[Saved data entries]

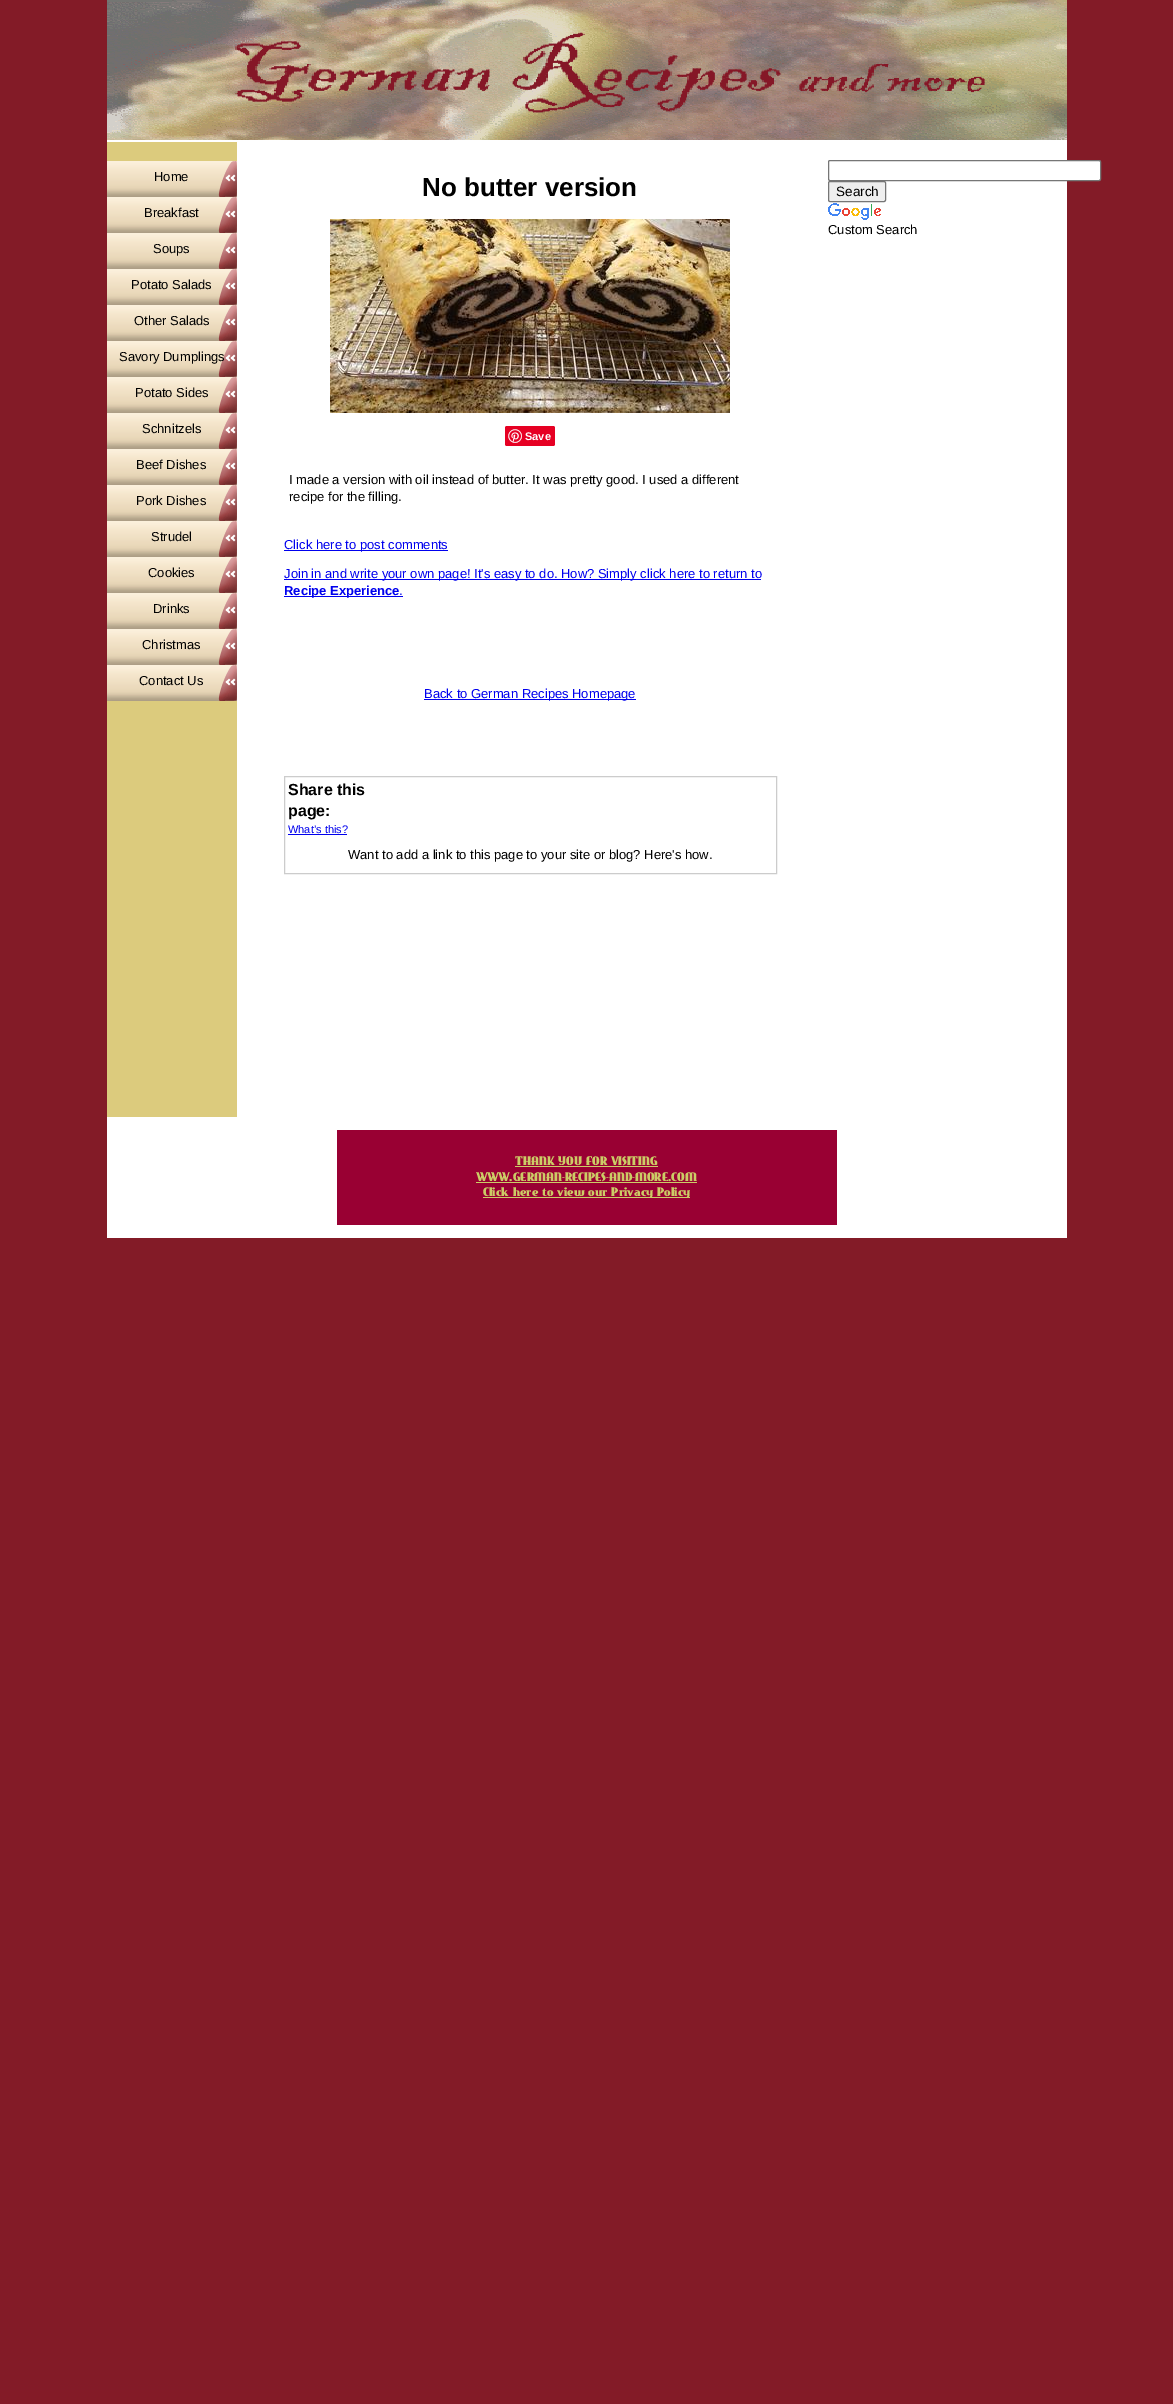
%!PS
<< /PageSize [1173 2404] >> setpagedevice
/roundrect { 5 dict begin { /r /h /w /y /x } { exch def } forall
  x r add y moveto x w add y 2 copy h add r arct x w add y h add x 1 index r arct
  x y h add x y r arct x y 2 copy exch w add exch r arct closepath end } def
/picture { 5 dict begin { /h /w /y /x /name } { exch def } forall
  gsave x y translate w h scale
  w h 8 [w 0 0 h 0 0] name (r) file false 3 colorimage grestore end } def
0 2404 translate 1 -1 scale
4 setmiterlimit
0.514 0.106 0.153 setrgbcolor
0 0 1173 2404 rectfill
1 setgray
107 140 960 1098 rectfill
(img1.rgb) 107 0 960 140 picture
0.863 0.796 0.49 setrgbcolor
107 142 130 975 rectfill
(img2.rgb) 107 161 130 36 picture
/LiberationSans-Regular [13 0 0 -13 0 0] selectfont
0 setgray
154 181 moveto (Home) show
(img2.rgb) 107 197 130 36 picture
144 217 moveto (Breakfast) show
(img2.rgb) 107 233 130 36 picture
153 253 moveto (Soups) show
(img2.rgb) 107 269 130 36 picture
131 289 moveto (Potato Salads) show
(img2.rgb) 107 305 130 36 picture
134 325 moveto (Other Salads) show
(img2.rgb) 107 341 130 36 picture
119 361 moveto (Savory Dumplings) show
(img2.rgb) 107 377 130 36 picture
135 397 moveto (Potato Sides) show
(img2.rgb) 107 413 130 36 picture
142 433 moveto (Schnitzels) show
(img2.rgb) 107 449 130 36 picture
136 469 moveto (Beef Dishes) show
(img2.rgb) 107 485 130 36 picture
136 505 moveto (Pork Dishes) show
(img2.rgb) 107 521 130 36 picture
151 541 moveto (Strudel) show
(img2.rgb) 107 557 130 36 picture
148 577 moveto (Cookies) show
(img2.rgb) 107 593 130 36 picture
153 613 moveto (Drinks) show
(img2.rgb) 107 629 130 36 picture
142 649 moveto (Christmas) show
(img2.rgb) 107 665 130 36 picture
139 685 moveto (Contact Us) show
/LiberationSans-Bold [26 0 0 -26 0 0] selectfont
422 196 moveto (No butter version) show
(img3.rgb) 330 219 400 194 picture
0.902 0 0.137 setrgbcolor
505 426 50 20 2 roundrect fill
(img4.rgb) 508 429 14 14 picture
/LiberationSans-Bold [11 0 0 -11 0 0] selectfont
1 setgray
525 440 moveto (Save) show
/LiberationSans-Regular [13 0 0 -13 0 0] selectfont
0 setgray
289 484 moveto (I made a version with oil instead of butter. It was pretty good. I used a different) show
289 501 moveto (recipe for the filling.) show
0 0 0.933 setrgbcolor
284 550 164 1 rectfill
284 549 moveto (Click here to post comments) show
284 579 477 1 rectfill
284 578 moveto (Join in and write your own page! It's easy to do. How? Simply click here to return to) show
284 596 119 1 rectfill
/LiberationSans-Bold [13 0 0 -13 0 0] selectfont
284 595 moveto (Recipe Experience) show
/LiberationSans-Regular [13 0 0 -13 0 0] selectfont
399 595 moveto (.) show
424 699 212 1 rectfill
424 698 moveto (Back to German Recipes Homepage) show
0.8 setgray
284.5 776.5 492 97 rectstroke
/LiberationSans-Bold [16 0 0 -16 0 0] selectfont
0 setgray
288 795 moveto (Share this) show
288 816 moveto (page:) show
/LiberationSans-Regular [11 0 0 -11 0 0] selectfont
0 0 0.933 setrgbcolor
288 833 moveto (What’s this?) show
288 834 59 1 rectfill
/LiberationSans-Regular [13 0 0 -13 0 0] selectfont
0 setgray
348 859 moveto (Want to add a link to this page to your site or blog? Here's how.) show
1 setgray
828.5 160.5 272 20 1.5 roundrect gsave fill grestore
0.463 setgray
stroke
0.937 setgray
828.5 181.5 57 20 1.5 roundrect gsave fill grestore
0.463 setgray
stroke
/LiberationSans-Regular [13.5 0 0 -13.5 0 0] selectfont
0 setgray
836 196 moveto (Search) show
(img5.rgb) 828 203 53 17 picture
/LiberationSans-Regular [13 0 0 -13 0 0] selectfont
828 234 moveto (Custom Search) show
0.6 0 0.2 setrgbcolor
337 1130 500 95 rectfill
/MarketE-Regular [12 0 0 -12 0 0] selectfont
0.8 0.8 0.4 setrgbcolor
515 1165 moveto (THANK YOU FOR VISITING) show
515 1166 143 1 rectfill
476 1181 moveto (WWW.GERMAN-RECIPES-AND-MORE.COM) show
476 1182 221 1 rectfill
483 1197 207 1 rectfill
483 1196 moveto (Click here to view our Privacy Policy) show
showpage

# Requirement
Going back to the entries above, set down exactly the lines that begin at the one with "<< /PageSize [1173 2404] >> setpagedevice" and end at the one with "0 2404 translate 1 -1 scale", both included, and nothing else.

# Exercise solution
<< /PageSize [1173 2404] >> setpagedevice
/roundrect { 5 dict begin { /r /h /w /y /x } { exch def } forall
  x r add y moveto x w add y 2 copy h add r arct x w add y h add x 1 index r arct
  x y h add x y r arct x y 2 copy exch w add exch r arct closepath end } def
/picture { 5 dict begin { /h /w /y /x /name } { exch def } forall
  gsave x y translate w h scale
  w h 8 [w 0 0 h 0 0] name (r) file false 3 colorimage grestore end } def
0 2404 translate 1 -1 scale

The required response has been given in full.